THINKING BUSINESS
a blog by Chris Barrow

Hearing Aids, Dental Implants & Ollie

Tuesday 6th October 2015

Delighted to be a guest speaker at the product of launch of a new digital hearing aid, created by Widex, recognised as the technology leader in manufacture of these amazing devices.

Some interesting background (which might explain why I am here):

  1. there are around 500 top independent audiologists in the UK

  2. the top of the range devices sell at around £4,000 a pair

  3. the arrival of retailers like Specsavers was originally seen as a threat to their existence but has actually grown the UK market overall

  4. some of the retailers have tried and failed in this market

  5. a well run independent business can gross £1m in sales and make 25% net profit

  6. some audiologists are owner-managers and some are peripatetic

  7. they struggle to recruit and train good staff

  8. they struggle to maintain their patient experience

  9. they are forming into purchasing groups

  10. their current marketing resembles what we saw in dentistry 10 years ago – web sites are poor and social engagement largely absent – there is a lot of print media around

  11. paradoxically, the biggest threat right now is internet lead generators who use Google and Facebook to advertise the same devices at £3,000 per pair – then sell the “lead’ to a local audiologist with a 10% commission deduction – the established practitioners are crying “don’t do it” and the newbies are taking the hit to build a patient base

  12. in the UK hearing aids carry a lifetime maintenance and repair guarantee free of charge – the added value is in selling the upgrade but older demographics and upgrading less frequently post-recession

  13. hearing aids are now integrating with other wearable devices and through Bluetooth with hand-held devices

  14. seeing the reaction of a patient who can hear properly for the first time is a one of the best moments in the job

  15. most of the business and marketing support is provided by the main manufacturers as part of their added value package

  16. there is a high degree of cross-referral between audiologists to individuals who have specialist knowledge and experience

  17. digital is happening – including digital scans of the patient’s inner ear, replacing manual impressions

  18. today I have watched videos of explorers crossing the Artic, mountain bikers descending from on high and sailors battling ocean storms – all wearing the latest hearing devices – advertising is product placement, marketing is storytelling

  19. the audiology community have a hunger for knowledge

  20. they are regulated by the HCPC (Health & Care Professional Council)

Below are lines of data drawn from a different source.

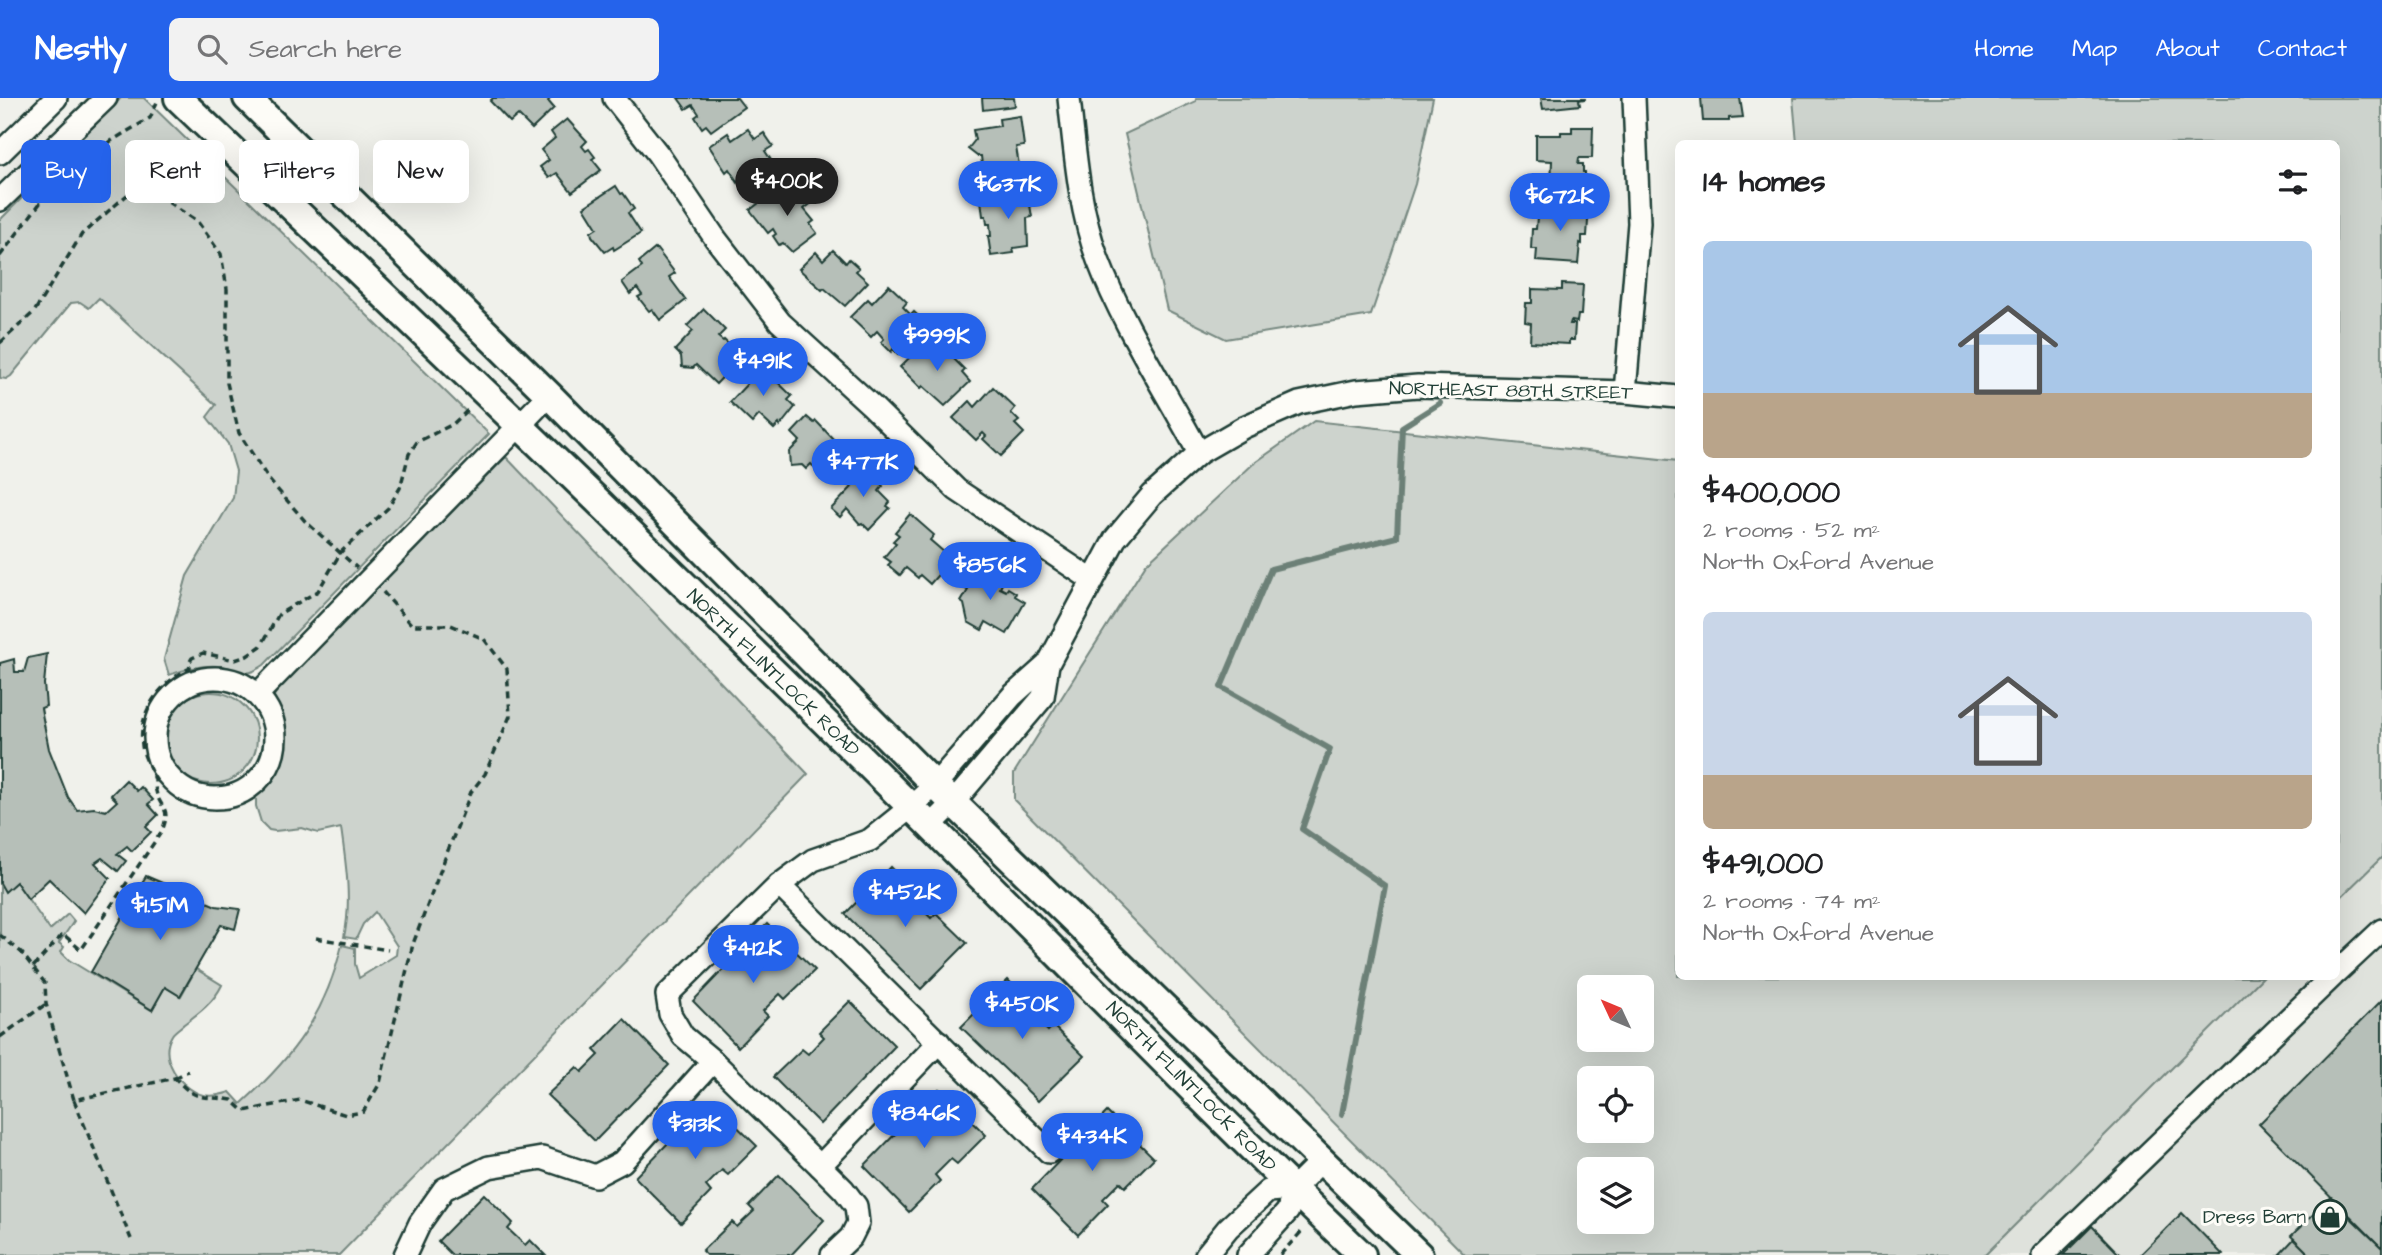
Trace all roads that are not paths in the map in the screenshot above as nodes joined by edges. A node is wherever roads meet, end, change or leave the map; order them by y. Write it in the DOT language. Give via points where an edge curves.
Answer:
graph roads {
  1 [pos="56,98"];
  2 [pos="106,98"];
  3 [pos="247,98"];
  4 [pos="614,98"];
  5 [pos="1069,98"];
  6 [pos="1634,98"];
  7 [pos="168,99"];
  8 [pos="0,153"];
  9 [pos="0,200"];
  10 [pos="1625,392"];
  11 [pos="549,395"];
  12 [pos="1675,397"];
  13 [pos="518,424"];
  14 [pos="1199,453"];
  15 [pos="1092,580"];
  16 [pos="257,695"];
  17 [pos="944,794"];
  18 [pos="911,807"];
  19 [pos="930,826"];
  20 [pos="779,885"];
  21 [pos="2382,930"];
  22 [pos="2340,970"];
  23 [pos="2330,980"];
  24 [pos="939,1042"];
  25 [pos="713,1061"];
  26 [pos="1049,1152"];
  27 [pos="1322,1160"];
  28 [pos="820,1166"];
  29 [pos="1293,1189"];
  30 [pos="409,1253"];
  31 [pos="832,1255"];
  32 [pos="1206,1255"];
  33 [pos="1248,1255"];
  34 [pos="1362,1255"];
  35 [pos="1419,1255"];
  36 [pos="2043,1255"];
  1 -- 8 [label="street"];
  2 -- 9 [label="street"];
  3 -- 11 [label="main road, NORTH FLINTLOCK ROAD"];
  4 -- 15 [label="street" via="780,322 957,490"];
  5 -- 14 [label="street" via="1085,214 1098,259 1146,359"];
  6 -- 10 [label="street" via="1639,223"];
  7 -- 13 [label="main road, NORTH FLINTLOCK ROAD"];
  10 -- 12 [label="street, NORTHEAST 88TH STREET"];
  10 -- 14 [label="street, NORTHEAST 88TH STREET" via="1418,386 1356,391 1299,403 1244,426"];
  11 -- 13 [label="street"];
  11 -- 17 [label="main road, NORTH FLINTLOCK ROAD"];
  13 -- 16 [label="street"];
  13 -- 18 [label="main road, NORTH FLINTLOCK ROAD"];
  14 -- 15 [label="street, NORTHEAST 88TH STREET" via="1152,495 1115,539"];
  15 -- 17 [label="street, NORTHEAST 88TH STREET" via="1048,664 1043,697"];
  16 -- 16 [label="street" via="233,680 214,678 194,681 170,697 156,725 155,745 172,780 207,798 246,790 261,777 272,760 276,741 274,721"];
  17 -- 18 [label="street, NORTHEAST 88TH STREET"];
  17 -- 19 [label="street"];
  17 -- 27 [label="main road, NORTH FLINTLOCK ROAD"];
  18 -- 19 [label="main road, NORTH FLINTLOCK ROAD"];
  18 -- 20 [label="street, NORTHEAST 88TH STREET" via="870,840 813,860"];
  19 -- 29 [label="main road, NORTH FLINTLOCK ROAD"];
  20 -- 24 [label="street"];
  20 -- 25 [label="street, NORTHEAST 88TH STREET" via="667,995 670,1014 684,1036"];
  21 -- 22 [label="street"];
  23 -- 36 [label="street"];
  24 -- 26 [label="street"];
  24 -- 28 [label="street"];
  25 -- 28 [label="street"];
  25 -- 30 [label="street" via="622,1162 595,1176 542,1158 489,1167 444,1189 420,1223"];
  27 -- 29 [label="street"];
  27 -- 35 [label="main road, NORTH FLINTLOCK ROAD"];
  28 -- 31 [label="street" via="856,1206 858,1223 852,1237"];
  29 -- 32 [label="street" via="1268,1191"];
  29 -- 33 [label="street" via="1288,1212"];
  29 -- 34 [label="main road, NORTH FLINTLOCK ROAD"];
}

  21. there are 4m people in the UK over 50 who own a smartphone and suffer with a hearing loss

  22. the buzz word today was “connectivity” – devices seamlessly communicating with each other

But the greatest moment of the day was listening to one of their Territory Sales Managers, Ollie Coxon – who has suffered from a profound hearing loss since birth – he was inspired to become a musician after a blind man came to tune the family piano when he was a child. He decided he had better learn himself in spite of his disability and is now proficient at piano and guitar.

The main objective of today’s conference was a new product launch.

After all the technical presentations (most over my head), Ollie shared a video blog describing his first 4 weeks wearing the new digital hearing devices.

Playing music, driving an open top car and riding his mountain bike – describing his amazement at hearing sounds that you and I take for granted.

One Ollie Coxon is worth a thousand product advertising campaigns.